Print the listing below in full. Alter nothing.

Start of Records for the task

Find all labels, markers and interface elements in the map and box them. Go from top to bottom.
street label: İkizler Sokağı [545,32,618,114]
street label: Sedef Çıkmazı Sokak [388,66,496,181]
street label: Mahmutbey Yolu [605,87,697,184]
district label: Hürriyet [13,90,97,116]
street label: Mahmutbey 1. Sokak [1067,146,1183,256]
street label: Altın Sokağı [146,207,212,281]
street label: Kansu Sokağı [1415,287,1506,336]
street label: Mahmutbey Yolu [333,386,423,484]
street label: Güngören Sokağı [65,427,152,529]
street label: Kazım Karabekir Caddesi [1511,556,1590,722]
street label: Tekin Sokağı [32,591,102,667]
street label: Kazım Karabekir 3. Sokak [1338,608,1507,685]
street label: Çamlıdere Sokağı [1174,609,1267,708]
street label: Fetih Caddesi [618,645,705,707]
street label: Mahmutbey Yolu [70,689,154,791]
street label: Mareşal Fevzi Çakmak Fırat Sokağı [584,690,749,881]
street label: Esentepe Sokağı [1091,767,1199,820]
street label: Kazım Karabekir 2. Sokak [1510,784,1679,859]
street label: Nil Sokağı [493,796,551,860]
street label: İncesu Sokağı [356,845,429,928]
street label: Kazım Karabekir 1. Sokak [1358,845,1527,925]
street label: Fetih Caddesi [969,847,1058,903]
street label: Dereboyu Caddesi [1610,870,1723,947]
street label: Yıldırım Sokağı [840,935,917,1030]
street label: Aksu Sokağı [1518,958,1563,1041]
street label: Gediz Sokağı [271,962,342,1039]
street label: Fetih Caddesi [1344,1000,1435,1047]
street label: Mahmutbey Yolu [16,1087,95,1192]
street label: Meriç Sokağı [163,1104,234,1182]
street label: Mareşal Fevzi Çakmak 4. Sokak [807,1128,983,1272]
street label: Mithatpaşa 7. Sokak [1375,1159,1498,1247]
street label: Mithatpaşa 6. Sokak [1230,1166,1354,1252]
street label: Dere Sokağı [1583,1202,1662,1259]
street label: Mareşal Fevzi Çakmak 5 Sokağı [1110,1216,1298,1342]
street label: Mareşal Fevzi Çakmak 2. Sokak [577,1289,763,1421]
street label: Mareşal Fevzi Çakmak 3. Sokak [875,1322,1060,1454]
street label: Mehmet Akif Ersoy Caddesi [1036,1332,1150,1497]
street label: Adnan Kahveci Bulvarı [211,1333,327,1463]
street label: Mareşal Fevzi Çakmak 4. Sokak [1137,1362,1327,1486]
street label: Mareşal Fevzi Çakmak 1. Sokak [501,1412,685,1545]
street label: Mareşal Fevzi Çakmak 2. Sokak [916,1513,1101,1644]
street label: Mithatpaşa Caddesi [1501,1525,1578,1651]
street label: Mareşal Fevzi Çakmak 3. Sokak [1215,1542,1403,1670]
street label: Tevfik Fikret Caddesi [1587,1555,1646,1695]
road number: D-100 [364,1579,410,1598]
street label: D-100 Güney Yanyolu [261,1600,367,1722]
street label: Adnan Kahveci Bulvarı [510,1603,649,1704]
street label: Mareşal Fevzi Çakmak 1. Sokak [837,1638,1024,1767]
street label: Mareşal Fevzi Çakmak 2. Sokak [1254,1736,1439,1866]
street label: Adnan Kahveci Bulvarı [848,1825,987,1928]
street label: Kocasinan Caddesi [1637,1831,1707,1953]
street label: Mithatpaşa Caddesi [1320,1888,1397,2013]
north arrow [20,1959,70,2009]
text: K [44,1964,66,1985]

End of Records for the task

Response:
Find all labels, markers and interface elements in the map and box them. Go from top to bottom.
street label: İkizler Sokağı [545,32,618,114]
street label: Sedef Çıkmazı Sokak [388,66,496,181]
street label: Mahmutbey Yolu [605,87,697,184]
district label: Hürriyet [13,90,97,116]
street label: Mahmutbey 1. Sokak [1067,146,1183,256]
street label: Altın Sokağı [146,207,212,281]
street label: Kansu Sokağı [1415,287,1506,336]
street label: Mahmutbey Yolu [333,386,423,484]
street label: Güngören Sokağı [65,427,152,529]
street label: Kazım Karabekir Caddesi [1511,556,1590,722]
street label: Tekin Sokağı [32,591,102,667]
street label: Kazım Karabekir 3. Sokak [1338,608,1507,685]
street label: Çamlıdere Sokağı [1174,609,1267,708]
street label: Fetih Caddesi [618,645,705,707]
street label: Mahmutbey Yolu [70,689,154,791]
street label: Mareşal Fevzi Çakmak Fırat Sokağı [584,690,749,881]
street label: Esentepe Sokağı [1091,767,1199,820]
street label: Kazım Karabekir 2. Sokak [1510,784,1679,859]
street label: Nil Sokağı [493,796,551,860]
street label: İncesu Sokağı [356,845,429,928]
street label: Kazım Karabekir 1. Sokak [1358,845,1527,925]
street label: Fetih Caddesi [969,847,1058,903]
street label: Dereboyu Caddesi [1610,870,1723,947]
street label: Yıldırım Sokağı [840,935,917,1030]
street label: Aksu Sokağı [1518,958,1563,1041]
street label: Gediz Sokağı [271,962,342,1039]
street label: Fetih Caddesi [1344,1000,1435,1047]
street label: Mahmutbey Yolu [16,1087,95,1192]
street label: Meriç Sokağı [163,1104,234,1182]
street label: Mareşal Fevzi Çakmak 4. Sokak [807,1128,983,1272]
street label: Mithatpaşa 7. Sokak [1375,1159,1498,1247]
street label: Mithatpaşa 6. Sokak [1230,1166,1354,1252]
street label: Dere Sokağı [1583,1202,1662,1259]
street label: Mareşal Fevzi Çakmak 5 Sokağı [1110,1216,1298,1342]
street label: Mareşal Fevzi Çakmak 2. Sokak [577,1289,763,1421]
street label: Mareşal Fevzi Çakmak 3. Sokak [875,1322,1060,1454]
street label: Mehmet Akif Ersoy Caddesi [1036,1332,1150,1497]
street label: Adnan Kahveci Bulvarı [211,1333,327,1463]
street label: Mareşal Fevzi Çakmak 4. Sokak [1137,1362,1327,1486]
street label: Mareşal Fevzi Çakmak 1. Sokak [501,1412,685,1545]
street label: Mareşal Fevzi Çakmak 2. Sokak [916,1513,1101,1644]
street label: Mithatpaşa Caddesi [1501,1525,1578,1651]
street label: Mareşal Fevzi Çakmak 3. Sokak [1215,1542,1403,1670]
street label: Tevfik Fikret Caddesi [1587,1555,1646,1695]
road number: D-100 [364,1579,410,1598]
street label: D-100 Güney Yanyolu [261,1600,367,1722]
street label: Adnan Kahveci Bulvarı [510,1603,649,1704]
street label: Mareşal Fevzi Çakmak 1. Sokak [837,1638,1024,1767]
street label: Mareşal Fevzi Çakmak 2. Sokak [1254,1736,1439,1866]
street label: Adnan Kahveci Bulvarı [848,1825,987,1928]
street label: Kocasinan Caddesi [1637,1831,1707,1953]
street label: Mithatpaşa Caddesi [1320,1888,1397,2013]
north arrow [20,1959,70,2009]
text: K [44,1964,66,1985]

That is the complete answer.